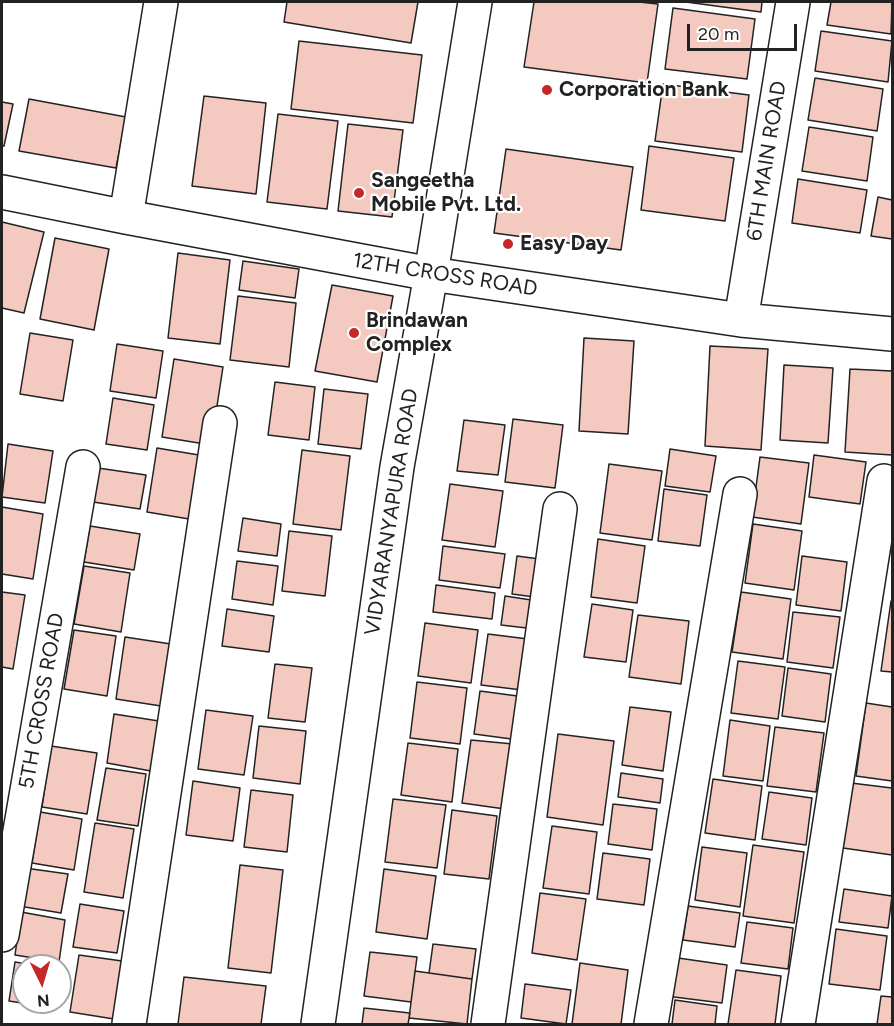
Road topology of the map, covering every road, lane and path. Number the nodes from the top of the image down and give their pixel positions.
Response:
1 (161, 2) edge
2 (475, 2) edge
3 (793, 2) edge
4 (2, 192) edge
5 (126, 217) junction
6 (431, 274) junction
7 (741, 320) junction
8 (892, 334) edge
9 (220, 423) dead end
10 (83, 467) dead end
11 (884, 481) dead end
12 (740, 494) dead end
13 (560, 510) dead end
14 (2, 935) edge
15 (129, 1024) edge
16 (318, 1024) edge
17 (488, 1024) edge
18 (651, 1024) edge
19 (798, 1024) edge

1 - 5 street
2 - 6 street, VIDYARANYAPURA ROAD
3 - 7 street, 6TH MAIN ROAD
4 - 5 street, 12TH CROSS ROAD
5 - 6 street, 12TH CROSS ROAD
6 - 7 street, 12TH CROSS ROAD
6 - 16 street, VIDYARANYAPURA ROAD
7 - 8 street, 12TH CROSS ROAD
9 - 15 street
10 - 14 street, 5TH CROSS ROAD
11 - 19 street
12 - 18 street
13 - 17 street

☆ ☆ ☆ ☆

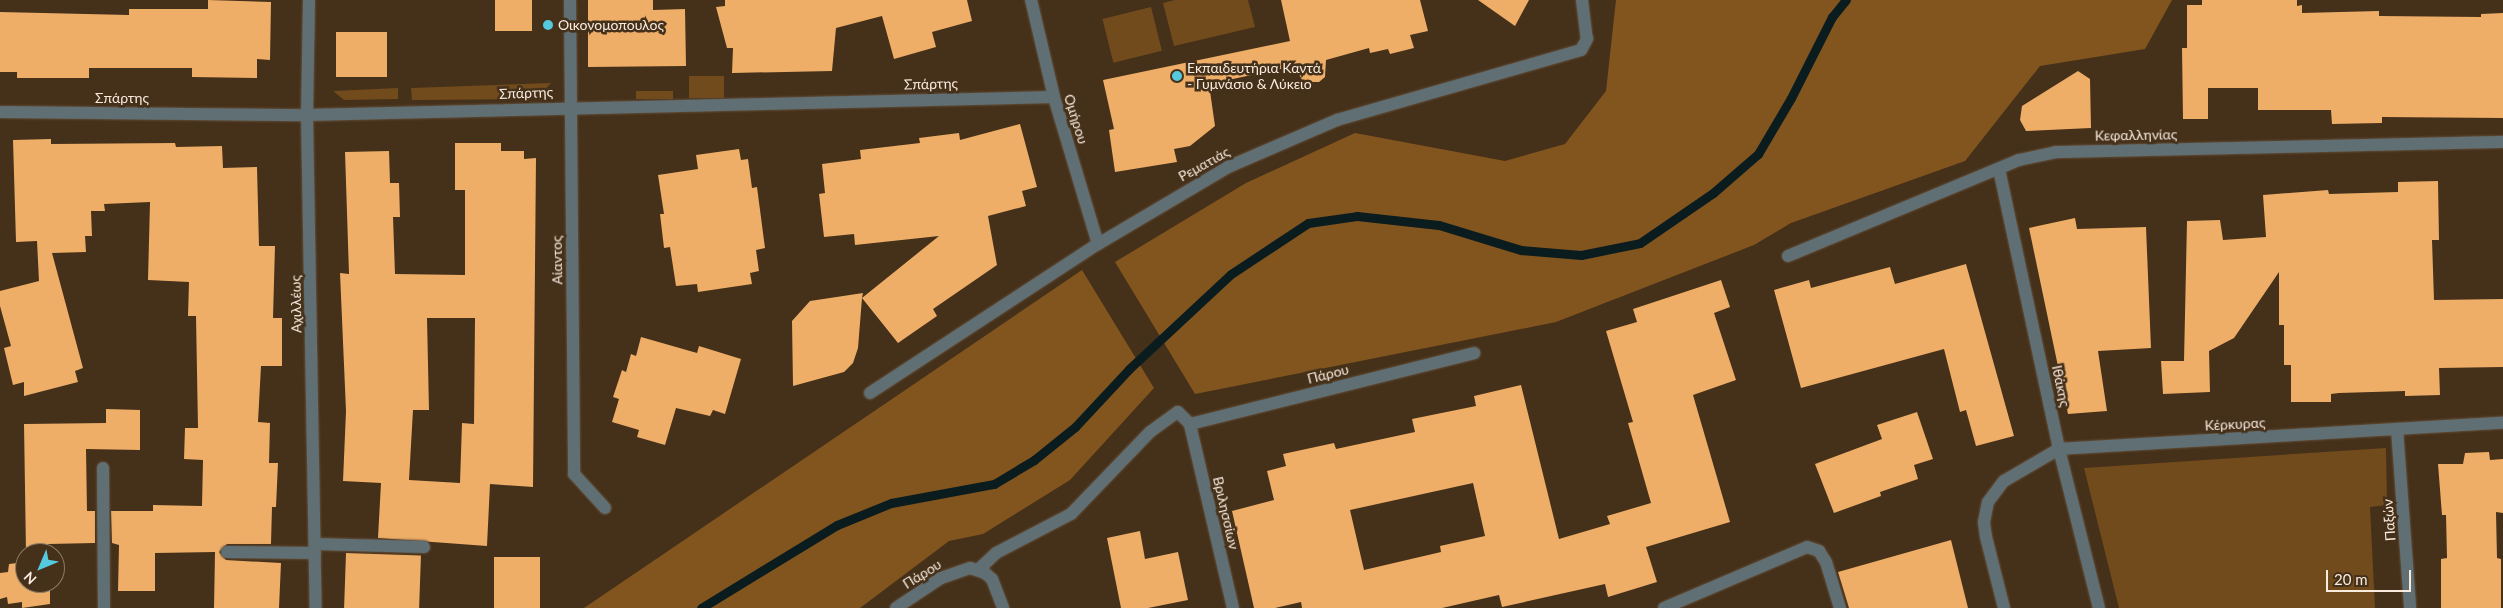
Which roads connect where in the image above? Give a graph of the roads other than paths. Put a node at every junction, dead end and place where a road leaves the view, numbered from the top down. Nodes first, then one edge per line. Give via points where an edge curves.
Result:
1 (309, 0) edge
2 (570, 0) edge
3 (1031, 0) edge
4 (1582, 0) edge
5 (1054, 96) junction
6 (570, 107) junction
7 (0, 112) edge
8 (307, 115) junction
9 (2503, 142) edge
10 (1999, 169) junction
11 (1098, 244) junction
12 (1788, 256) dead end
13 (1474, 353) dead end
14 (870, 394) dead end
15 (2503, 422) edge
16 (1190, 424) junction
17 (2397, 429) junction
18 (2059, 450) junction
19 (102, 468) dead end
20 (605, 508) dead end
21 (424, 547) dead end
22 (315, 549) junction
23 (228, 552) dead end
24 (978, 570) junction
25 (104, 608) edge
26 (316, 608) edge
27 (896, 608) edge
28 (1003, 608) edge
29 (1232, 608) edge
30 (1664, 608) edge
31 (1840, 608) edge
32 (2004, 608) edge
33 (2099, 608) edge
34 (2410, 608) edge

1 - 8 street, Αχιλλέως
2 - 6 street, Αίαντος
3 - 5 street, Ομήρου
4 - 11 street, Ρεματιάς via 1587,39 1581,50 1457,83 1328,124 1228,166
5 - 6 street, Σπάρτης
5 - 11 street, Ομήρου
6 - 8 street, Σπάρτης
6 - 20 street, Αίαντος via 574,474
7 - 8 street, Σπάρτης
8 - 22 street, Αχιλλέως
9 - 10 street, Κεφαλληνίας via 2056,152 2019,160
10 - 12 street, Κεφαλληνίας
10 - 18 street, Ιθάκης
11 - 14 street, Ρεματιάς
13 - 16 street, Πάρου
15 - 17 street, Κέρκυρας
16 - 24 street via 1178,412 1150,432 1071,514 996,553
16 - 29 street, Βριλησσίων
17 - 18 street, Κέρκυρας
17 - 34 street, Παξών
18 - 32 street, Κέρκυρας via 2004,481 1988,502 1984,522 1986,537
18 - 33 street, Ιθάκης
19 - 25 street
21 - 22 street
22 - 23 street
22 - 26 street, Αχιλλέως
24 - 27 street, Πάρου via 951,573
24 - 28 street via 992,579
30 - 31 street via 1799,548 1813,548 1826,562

☆ ☆ ☆ ☆

→ EXERCISE: From the records above, copy each line where the word "Ρεματιάς" can be found.

→ SOLUTION BELOW:
4 - 11 street, Ρεματιάς via 1587,39 1581,50 1457,83 1328,124 1228,166
11 - 14 street, Ρεματιάς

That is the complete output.